"Kleine Schwester" der WartburgFeuer zerstört Teile von Burg aus dem 12. Jahrhundert

In einem Eckgebäude der Runneburg entbrennt in der Nacht ein Feuer. Die Feuerwehr im thüringischen Weißensee ist schnell vor Ort und kann Schlimmeres verhindern. Dennoch ist der Schaden erheblich. Die Ursache des Brandes ist noch nicht klar.

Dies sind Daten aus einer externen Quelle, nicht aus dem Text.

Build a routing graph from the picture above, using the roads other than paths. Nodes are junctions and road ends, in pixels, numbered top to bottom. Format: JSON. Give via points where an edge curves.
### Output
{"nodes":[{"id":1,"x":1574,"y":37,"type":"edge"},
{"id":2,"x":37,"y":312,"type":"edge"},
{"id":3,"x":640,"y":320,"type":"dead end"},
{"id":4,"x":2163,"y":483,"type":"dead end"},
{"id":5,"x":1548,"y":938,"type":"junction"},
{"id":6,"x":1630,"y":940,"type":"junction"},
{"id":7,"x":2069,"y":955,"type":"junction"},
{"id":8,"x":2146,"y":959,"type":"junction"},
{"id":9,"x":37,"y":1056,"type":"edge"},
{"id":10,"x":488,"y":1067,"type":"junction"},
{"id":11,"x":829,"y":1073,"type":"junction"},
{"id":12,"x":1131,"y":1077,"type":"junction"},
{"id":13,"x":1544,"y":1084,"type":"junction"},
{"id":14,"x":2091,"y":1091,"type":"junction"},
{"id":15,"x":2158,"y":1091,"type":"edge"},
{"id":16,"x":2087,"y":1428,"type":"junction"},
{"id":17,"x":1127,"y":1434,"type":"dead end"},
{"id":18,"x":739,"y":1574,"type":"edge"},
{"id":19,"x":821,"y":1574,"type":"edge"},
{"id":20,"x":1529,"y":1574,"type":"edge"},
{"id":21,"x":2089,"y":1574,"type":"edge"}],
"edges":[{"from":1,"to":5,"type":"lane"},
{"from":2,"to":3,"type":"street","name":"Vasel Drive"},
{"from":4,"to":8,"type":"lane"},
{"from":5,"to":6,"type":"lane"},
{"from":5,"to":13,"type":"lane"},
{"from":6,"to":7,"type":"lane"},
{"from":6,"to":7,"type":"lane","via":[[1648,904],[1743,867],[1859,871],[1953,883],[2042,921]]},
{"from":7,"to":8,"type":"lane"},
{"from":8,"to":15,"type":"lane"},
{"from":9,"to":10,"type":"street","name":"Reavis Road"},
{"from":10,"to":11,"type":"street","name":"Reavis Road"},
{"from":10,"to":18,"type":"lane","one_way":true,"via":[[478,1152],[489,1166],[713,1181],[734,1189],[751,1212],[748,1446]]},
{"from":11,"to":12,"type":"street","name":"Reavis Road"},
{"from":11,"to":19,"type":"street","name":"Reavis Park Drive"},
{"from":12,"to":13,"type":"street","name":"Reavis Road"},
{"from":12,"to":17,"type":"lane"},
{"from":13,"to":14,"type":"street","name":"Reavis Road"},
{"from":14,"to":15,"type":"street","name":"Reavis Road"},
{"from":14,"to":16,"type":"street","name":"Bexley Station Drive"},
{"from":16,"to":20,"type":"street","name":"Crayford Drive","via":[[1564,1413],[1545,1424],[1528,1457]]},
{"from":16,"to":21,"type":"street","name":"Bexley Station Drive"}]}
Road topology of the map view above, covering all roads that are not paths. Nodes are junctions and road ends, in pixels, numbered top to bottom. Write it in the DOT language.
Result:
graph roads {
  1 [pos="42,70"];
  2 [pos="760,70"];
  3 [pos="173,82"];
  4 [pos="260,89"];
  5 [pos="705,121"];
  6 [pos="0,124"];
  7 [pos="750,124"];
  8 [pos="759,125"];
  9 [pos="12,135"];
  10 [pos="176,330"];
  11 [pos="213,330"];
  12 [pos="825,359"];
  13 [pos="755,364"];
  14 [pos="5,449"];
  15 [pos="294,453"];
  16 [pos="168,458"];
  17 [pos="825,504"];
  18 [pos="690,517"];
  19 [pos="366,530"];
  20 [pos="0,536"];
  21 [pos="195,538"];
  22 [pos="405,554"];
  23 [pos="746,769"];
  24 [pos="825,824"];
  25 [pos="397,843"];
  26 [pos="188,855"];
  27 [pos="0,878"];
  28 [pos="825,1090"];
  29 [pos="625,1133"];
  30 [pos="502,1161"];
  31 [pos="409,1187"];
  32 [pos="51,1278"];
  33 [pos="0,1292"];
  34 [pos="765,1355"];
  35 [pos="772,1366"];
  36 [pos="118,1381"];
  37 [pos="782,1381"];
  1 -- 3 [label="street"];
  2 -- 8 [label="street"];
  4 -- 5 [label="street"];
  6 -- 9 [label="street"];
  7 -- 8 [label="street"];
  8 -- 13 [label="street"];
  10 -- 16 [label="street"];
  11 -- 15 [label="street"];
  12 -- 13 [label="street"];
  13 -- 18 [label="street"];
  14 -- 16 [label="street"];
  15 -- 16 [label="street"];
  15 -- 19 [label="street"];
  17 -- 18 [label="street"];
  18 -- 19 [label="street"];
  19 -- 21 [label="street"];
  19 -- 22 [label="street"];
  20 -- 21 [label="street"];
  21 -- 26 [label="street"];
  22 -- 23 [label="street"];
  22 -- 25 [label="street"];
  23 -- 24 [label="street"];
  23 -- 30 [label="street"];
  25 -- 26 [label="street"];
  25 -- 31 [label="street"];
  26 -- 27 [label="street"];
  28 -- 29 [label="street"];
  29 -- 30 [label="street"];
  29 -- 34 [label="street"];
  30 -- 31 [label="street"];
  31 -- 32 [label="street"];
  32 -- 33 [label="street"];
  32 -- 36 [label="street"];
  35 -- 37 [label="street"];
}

Teile einer Burg aus dem 12. Jahrhundert sind bei einem Brand im Norden Thüringens beschädigt worden. Feuerwehrleute verhinderten ein Übergreifen auf weitere Teile der Runneburg in Weißensee, wie ein Polizeisprecher sagte. Das Feuer verursachte nach ersten Erkenntnissen mutmaßlich erheblichen Sachschaden. Offen ist, warum das Feuer in der Nacht ausgebrochen war.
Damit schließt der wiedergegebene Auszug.